## Saved data entries
○ ○ ○ ○ ○

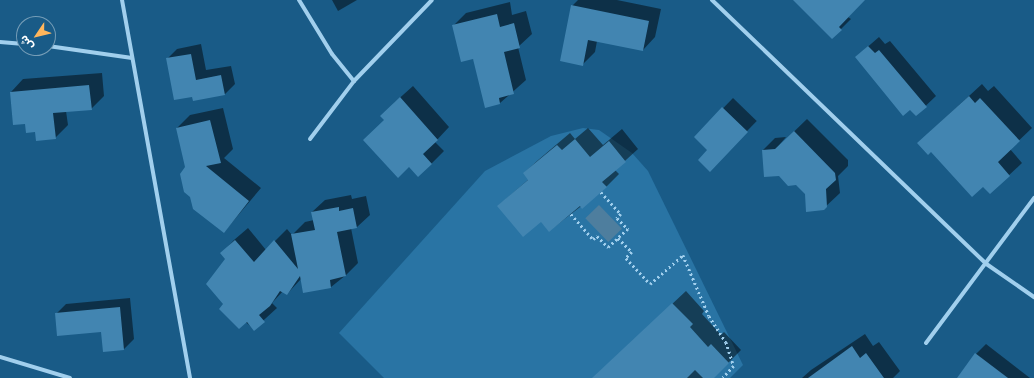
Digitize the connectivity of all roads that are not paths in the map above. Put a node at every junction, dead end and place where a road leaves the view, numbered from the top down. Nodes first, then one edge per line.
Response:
1 (122, 0) edge
2 (298, 0) edge
3 (432, 0) edge
4 (712, 0) edge
5 (0, 42) edge
6 (16, 43) edge
7 (56, 47) edge
8 (132, 58) junction
9 (354, 81) junction
10 (310, 139) dead end
11 (1034, 198) edge
12 (985, 263) junction
13 (1034, 297) edge
14 (926, 343) dead end
15 (0, 357) edge
16 (70, 378) edge
17 (190, 378) edge

1 - 8 street
2 - 9 street
3 - 9 street
4 - 12 street
5 - 6 street
7 - 8 street
8 - 17 street
9 - 10 street
11 - 12 street
12 - 13 street
12 - 14 street
15 - 16 street

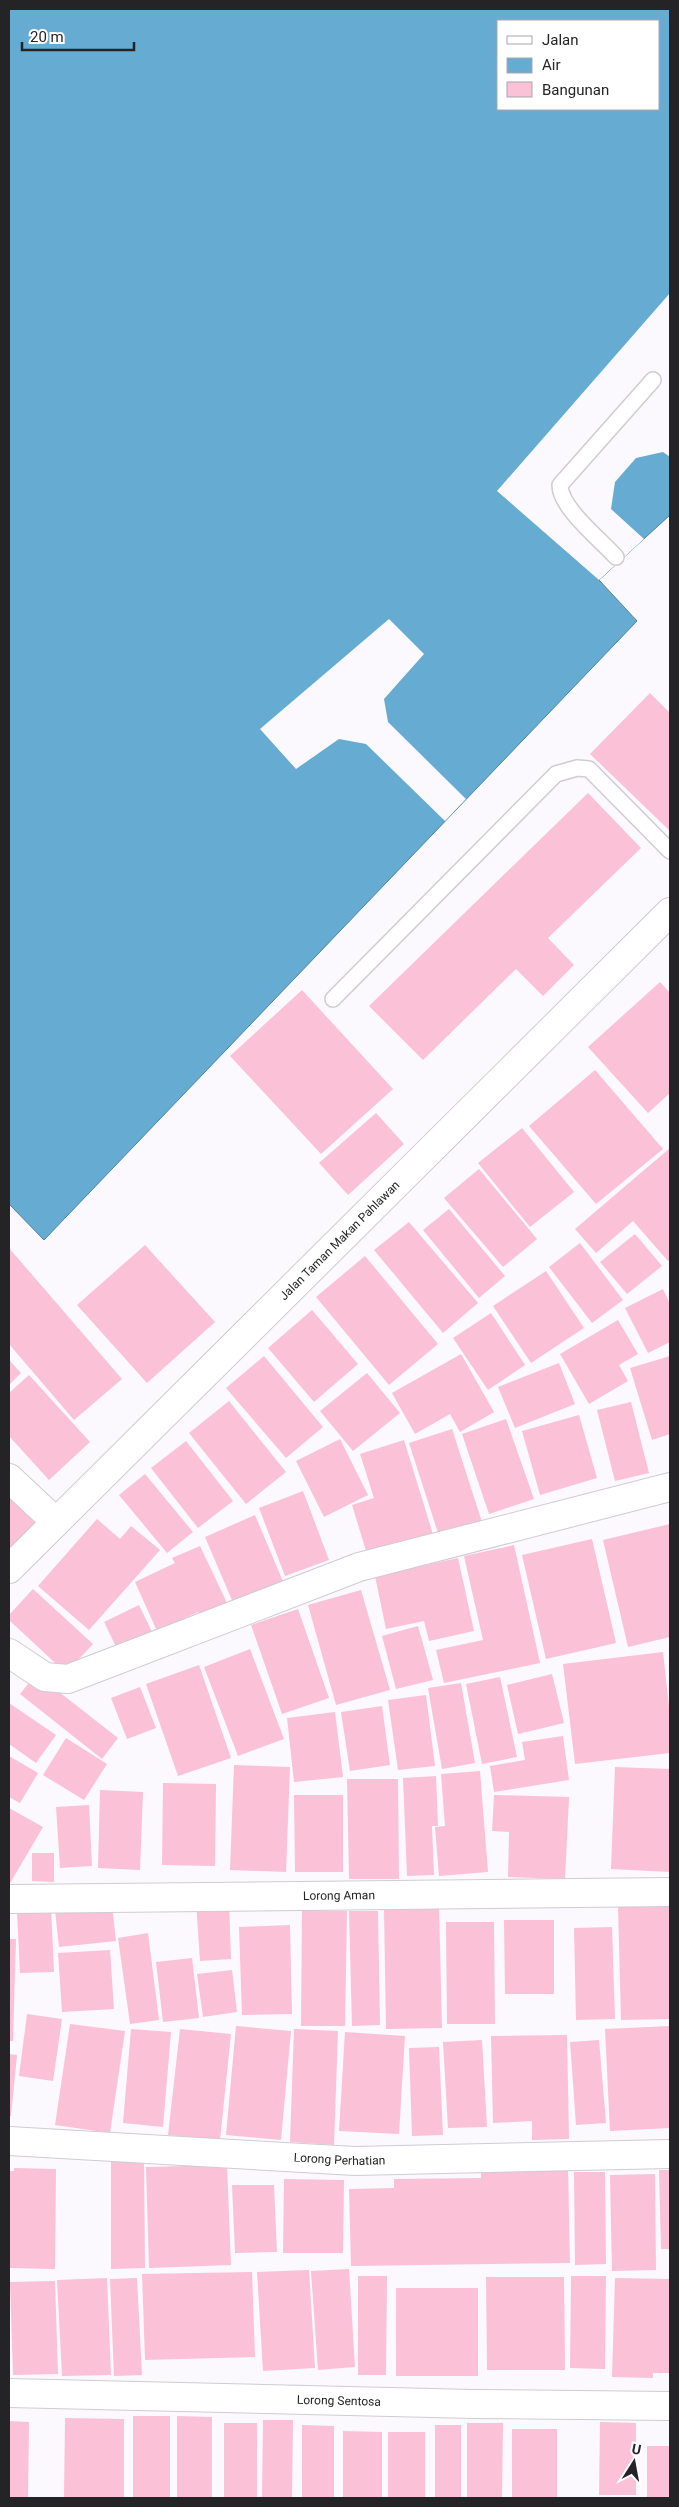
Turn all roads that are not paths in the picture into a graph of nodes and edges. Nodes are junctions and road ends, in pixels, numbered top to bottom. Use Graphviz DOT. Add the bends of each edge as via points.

○ ○ ○ ○ ○

## Work required
Among the lines above, find the ones containing "that" and copy them.

## Result below
Digitize the connectivity of all roads that are not paths in the map above. Put a node at every junction, dead end and place where a road leaves the view, numbered from the top down. Nodes first, then one edge per line.
Turn all roads that are not paths in the picture into a graph of nodes and edges. Nodes are junctions and road ends, in pixels, numbered top to bottom. Use Graphviz DOT. Add the bends of each edge as via points.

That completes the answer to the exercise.